Start of Records for the task

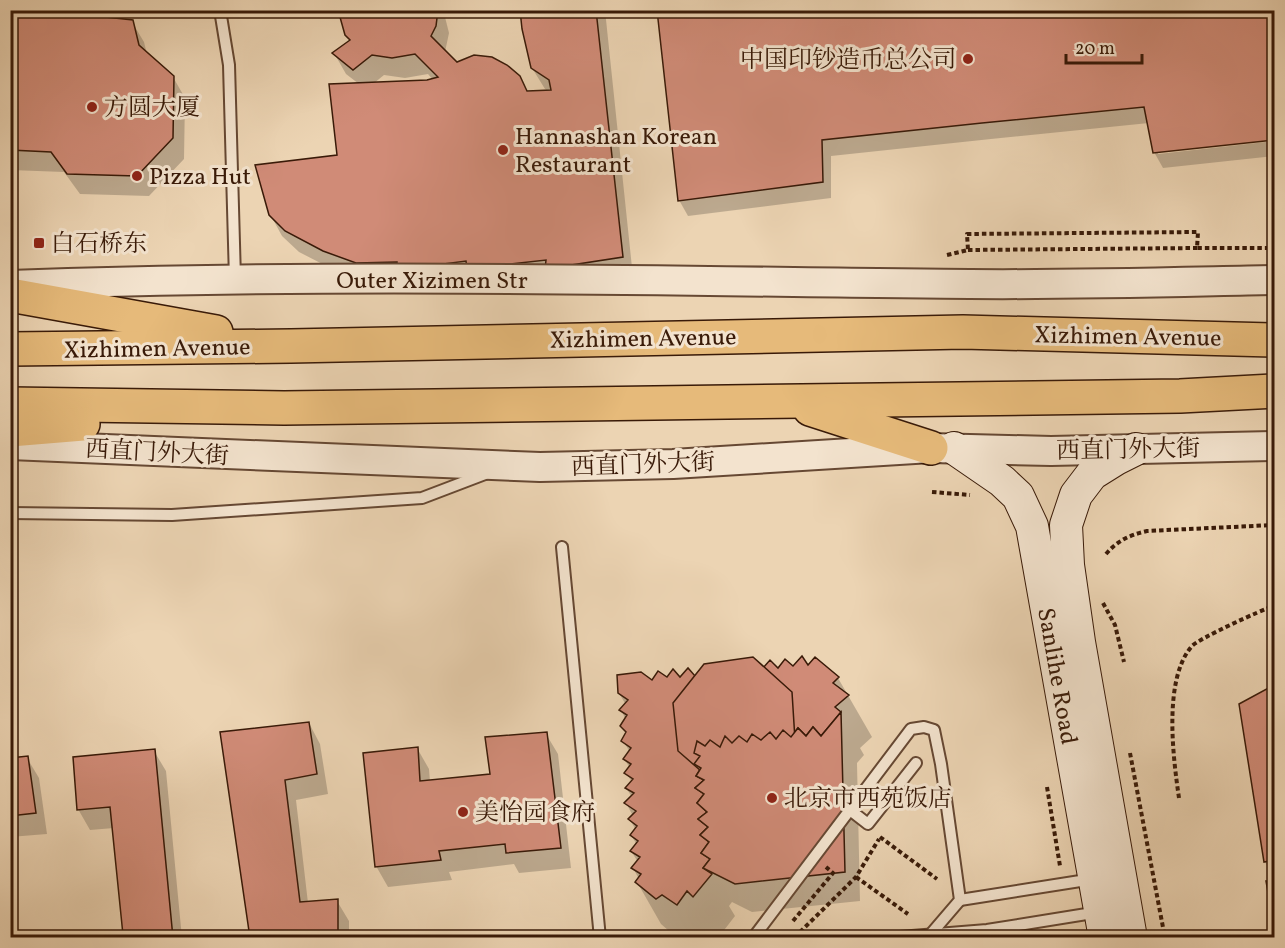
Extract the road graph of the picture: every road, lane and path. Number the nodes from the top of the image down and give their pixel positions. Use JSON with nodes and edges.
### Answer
{"nodes":[{"id":1,"x":220,"y":10,"type":"edge"},
{"id":2,"x":1197,"y":248,"type":"junction"},
{"id":3,"x":1275,"y":248,"type":"edge"},
{"id":4,"x":968,"y":250,"type":"junction"},
{"id":5,"x":939,"y":256,"type":"dead end"},
{"id":6,"x":235,"y":279,"type":"junction"},
{"id":7,"x":1275,"y":280,"type":"edge"},
{"id":8,"x":10,"y":285,"type":"edge"},
{"id":9,"x":10,"y":295,"type":"edge"},
{"id":10,"x":1275,"y":340,"type":"edge"},
{"id":11,"x":291,"y":346,"type":"junction"},
{"id":12,"x":10,"y":349,"type":"edge"},
{"id":13,"x":1275,"y":392,"type":"edge"},
{"id":14,"x":782,"y":400,"type":"junction"},
{"id":15,"x":10,"y":404,"type":"edge"},
{"id":16,"x":284,"y":408,"type":"junction"},
{"id":17,"x":10,"y":430,"type":"edge"},
{"id":18,"x":10,"y":445,"type":"edge"},
{"id":19,"x":1275,"y":446,"type":"edge"},
{"id":20,"x":943,"y":448,"type":"junction"},
{"id":21,"x":1136,"y":449,"type":"junction"},
{"id":22,"x":505,"y":467,"type":"junction"},
{"id":23,"x":10,"y":513,"type":"edge"},
{"id":24,"x":1275,"y":525,"type":"edge"},
{"id":25,"x":562,"y":547,"type":"dead end"},
{"id":26,"x":1106,"y":554,"type":"dead end"},
{"id":27,"x":1103,"y":603,"type":"dead end"},
{"id":28,"x":1275,"y":606,"type":"edge"},
{"id":29,"x":1124,"y":662,"type":"dead end"},
{"id":30,"x":916,"y":763,"type":"dead end"},
{"id":31,"x":1179,"y":798,"type":"dead end"},
{"id":32,"x":850,"y":810,"type":"junction"},
{"id":33,"x":887,"y":829,"type":"dead end"},
{"id":34,"x":880,"y":837,"type":"junction"},
{"id":35,"x":856,"y":877,"type":"junction"},
{"id":36,"x":1107,"y":877,"type":"junction"},
{"id":37,"x":937,"y":879,"type":"dead end"},
{"id":38,"x":960,"y":900,"type":"junction"},
{"id":39,"x":908,"y":914,"type":"dead end"},
{"id":40,"x":1115,"y":919,"type":"edge"},
{"id":41,"x":800,"y":932,"type":"dead end"},
{"id":42,"x":930,"y":935,"type":"junction"},
{"id":43,"x":600,"y":938,"type":"edge"},
{"id":44,"x":753,"y":938,"type":"edge"},
{"id":45,"x":887,"y":938,"type":"edge"}],
"edges":[{"from":1,"to":6,"type":"lane"},
{"from":2,"to":3,"type":"path"},
{"from":2,"to":4,"type":"path"},
{"from":2,"to":4,"type":"path"},
{"from":4,"to":5,"type":"path"},
{"from":6,"to":7,"type":"street","name":"Outer Xizimen Str"},
{"from":6,"to":8,"type":"street","name":"Outer Xizimen Str"},
{"from":9,"to":11,"type":"highway"},
{"from":10,"to":11,"type":"highway","name":"Xizhimen Avenue"},
{"from":11,"to":12,"type":"highway","name":"Xizhimen Avenue"},
{"from":13,"to":14,"type":"highway"},
{"from":14,"to":16,"type":"highway"},
{"from":14,"to":20,"type":"highway"},
{"from":15,"to":16,"type":"highway"},
{"from":16,"to":17,"type":"highway"},
{"from":18,"to":22,"type":"street","name":"西直门外大街"},
{"from":19,"to":21,"type":"street","name":"西直门外大街"},
{"from":20,"to":21,"type":"street","name":"西直门外大街"},
{"from":20,"to":22,"type":"street","name":"西直门外大街"},
{"from":20,"to":36,"type":"main road","name":"Sanlihe Road"},
{"from":21,"to":36,"type":"main road","name":"Sanlihe Road"},
{"from":22,"to":23,"type":"lane"},
{"from":24,"to":26,"type":"path"},
{"from":25,"to":43,"type":"lane"},
{"from":27,"to":29,"type":"path"},
{"from":28,"to":31,"type":"path"},
{"from":30,"to":32,"type":"lane"},
{"from":32,"to":38,"type":"lane"},
{"from":32,"to":44,"type":"lane"},
{"from":33,"to":34,"type":"path"},
{"from":34,"to":35,"type":"path"},
{"from":34,"to":37,"type":"path"},
{"from":35,"to":39,"type":"path"},
{"from":35,"to":41,"type":"path"},
{"from":36,"to":38,"type":"lane"},
{"from":36,"to":40,"type":"main road","name":"Sanlihe Road"},
{"from":38,"to":42,"type":"lane"},
{"from":40,"to":42,"type":"lane"},
{"from":42,"to":45,"type":"lane"}]}
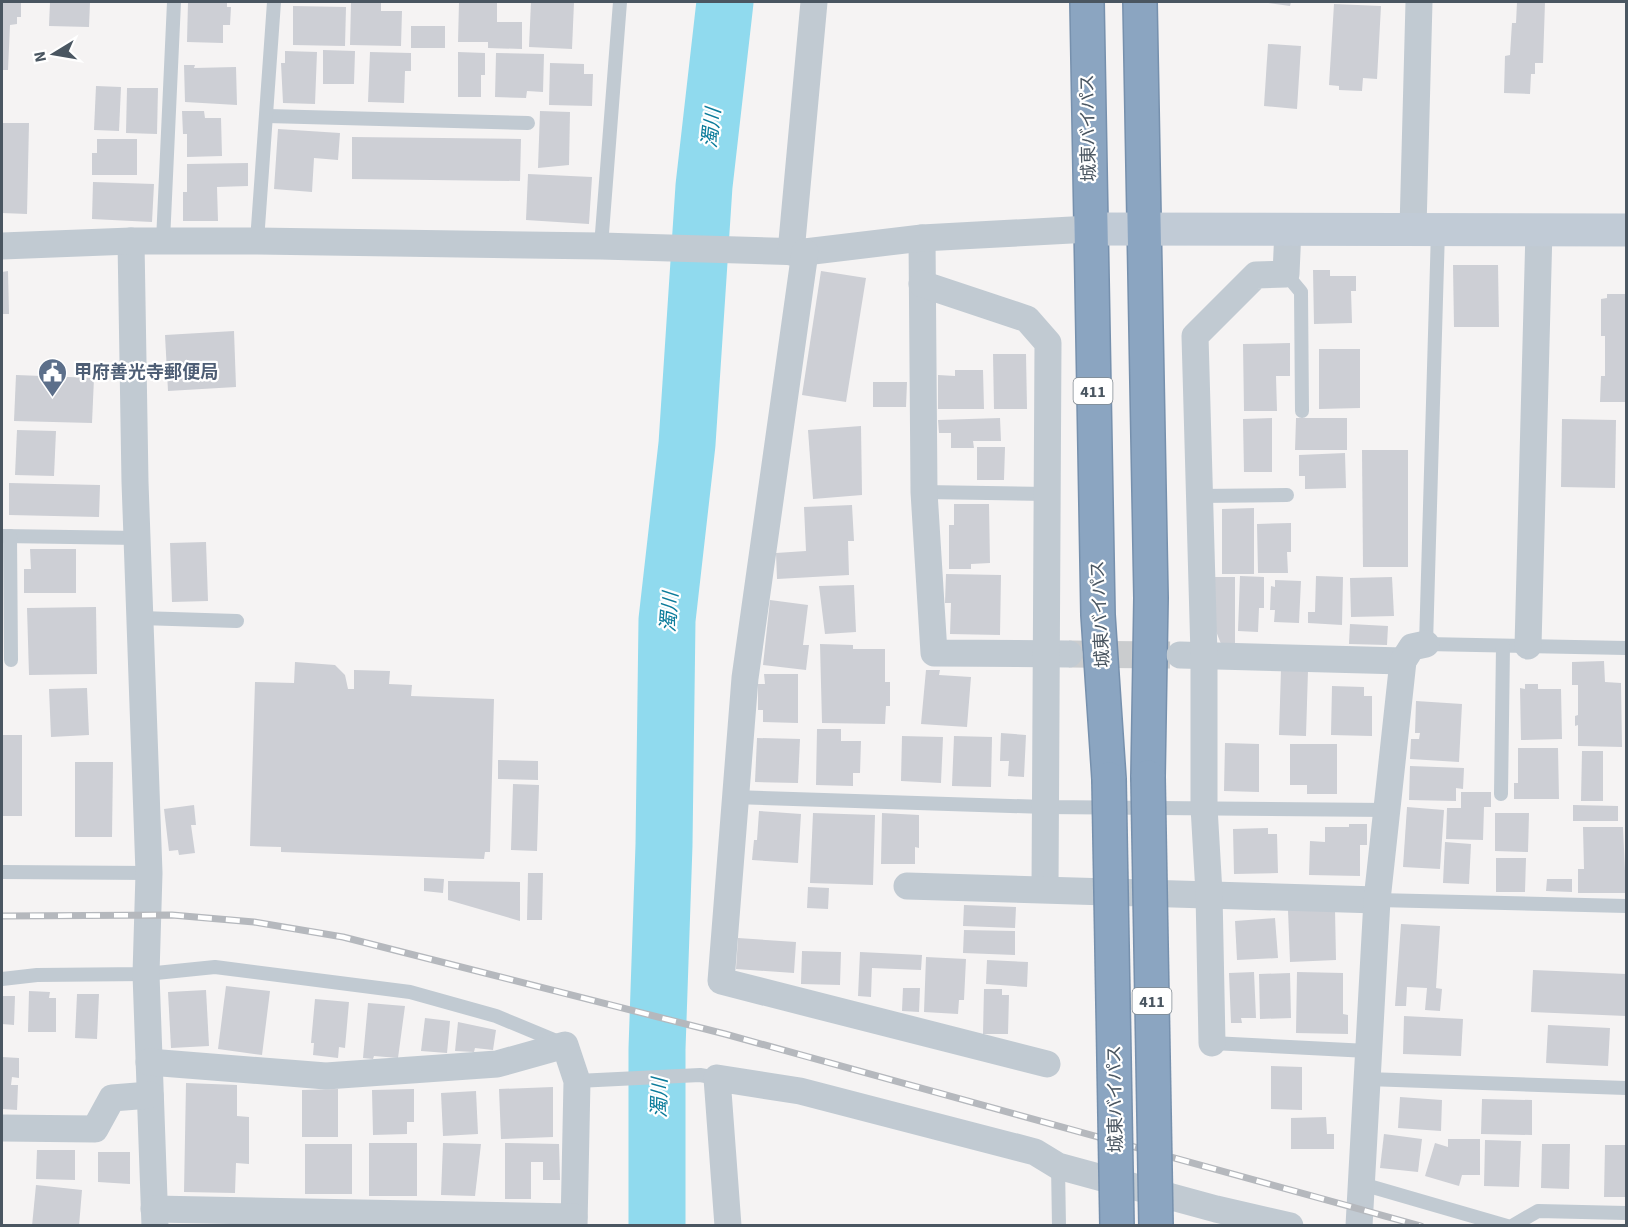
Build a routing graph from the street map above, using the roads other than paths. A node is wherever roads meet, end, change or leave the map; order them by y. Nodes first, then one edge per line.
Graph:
1 (174, 2) edge
2 (274, 2) edge
3 (620, 2) edge
4 (814, 2) edge
5 (1087, 2) edge
6 (1140, 2) edge
7 (1419, 2) edge
8 (267, 116) junction
9 (528, 123) dead end
10 (1145, 228) junction
11 (1090, 229) junction
12 (1288, 229) junction
13 (1426, 229) junction
14 (1539, 230) junction
15 (1626, 230) edge
16 (922, 238) junction
17 (131, 241) junction
18 (163, 241) junction
19 (258, 241) junction
20 (2, 246) edge
21 (601, 246) junction
22 (789, 252) junction
23 (1286, 274) junction
24 (922, 284) junction
25 (1302, 411) dead end
26 (924, 492) junction
27 (1047, 494) junction
28 (1287, 495) dead end
29 (1199, 496) junction
30 (6, 536) edge
31 (138, 538) junction
32 (140, 618) junction
33 (237, 621) dead end
34 (1426, 644) junction
35 (1515, 646) junction
36 (1626, 648) edge
37 (1057, 654) junction
38 (1192, 655) junction
39 (11, 660) dead end
40 (1403, 661) junction
41 (1501, 794) dead end
42 (734, 797) junction
43 (1045, 807) junction
44 (1204, 807) junction
45 (1387, 810) junction
46 (2, 872) edge
47 (149, 873) junction
48 (907, 886) dead end
49 (1045, 889) junction
50 (1209, 893) junction
51 (1377, 900) junction
52 (1626, 906) edge
53 (146, 974) junction
54 (2, 979) edge
55 (1212, 1043) joint
56 (565, 1045) junction
57 (1368, 1051) junction
58 (149, 1062) junction
59 (1047, 1064) dead end
60 (709, 1076) junction
61 (1367, 1079) junction
62 (583, 1081) junction
63 (1626, 1088) edge
64 (150, 1095) junction
65 (2, 1128) edge
66 (1058, 1166) junction
67 (1362, 1184) junction
68 (1626, 1213) edge
69 (154, 1217) edge
70 (1216, 1217) edge
71 (574, 1221) edge
72 (728, 1226) edge
73 (1059, 1226) edge
74 (1117, 1226) edge
75 (1156, 1226) edge
76 (1290, 1226) edge
77 (1359, 1226) edge
78 (1507, 1226) edge
79 (1512, 1226) edge

1 - 18 lane
2 - 8 lane
3 - 21 lane
4 - 22 street
5 - 11 highway, 城東バイパス / 411
6 - 10 highway, 411
7 - 13 street
8 - 9 lane
8 - 19 lane
10 - 11 street
10 - 12 street
10 - 75 highway, 411, bridge
11 - 16 street
11 - 74 highway, 城東バイパス / 411, bridge
12 - 13 street
12 - 23 street
13 - 14 street
13 - 34 lane
14 - 15 street
14 - 35 street
16 - 22 street
16 - 24 street
17 - 18 street
17 - 20 street
17 - 31 street
18 - 19 street
19 - 21 street
21 - 22 street
22 - 42 street
23 - 25 lane
23 - 29 street
24 - 26 street
24 - 27 street
26 - 27 lane
26 - 37 street
27 - 37 street
28 - 29 lane
29 - 38 street
30 - 31 lane
30 - 39 lane
31 - 32 street
32 - 33 lane
32 - 47 street
34 - 35 lane
34 - 40 street
35 - 36 lane
35 - 41 lane
37 - 43 street
38 - 40 street
38 - 44 street
40 - 45 street
42 - 43 lane
42 - 59 street
43 - 44 lane
43 - 49 street
44 - 45 lane
44 - 50 street
45 - 51 street
46 - 47 lane
47 - 53 street
48 - 49 street
49 - 50 street
50 - 51 street
50 - 55 street
51 - 52 lane
51 - 57 street
53 - 54 lane
53 - 56 lane
53 - 58 street
55 - 57 lane
56 - 58 street
56 - 62 street
57 - 61 street
58 - 64 street
60 - 62 lane
60 - 66 street
60 - 72 street
61 - 63 lane
61 - 67 street
62 - 71 street
64 - 65 street
64 - 69 street
66 - 70 street
66 - 73 lane
67 - 77 street
67 - 78 lane
68 - 79 lane
69 - 71 street
70 - 76 street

End of Records for the task

• _Exercise prompt_: Look for the word "Avenue" in the data, then return every line that contains it.

• _Task answer_:
{"from":10,"to":11,"type":"highway","name":"Xizhimen Avenue"},
{"from":11,"to":12,"type":"highway","name":"Xizhimen Avenue"},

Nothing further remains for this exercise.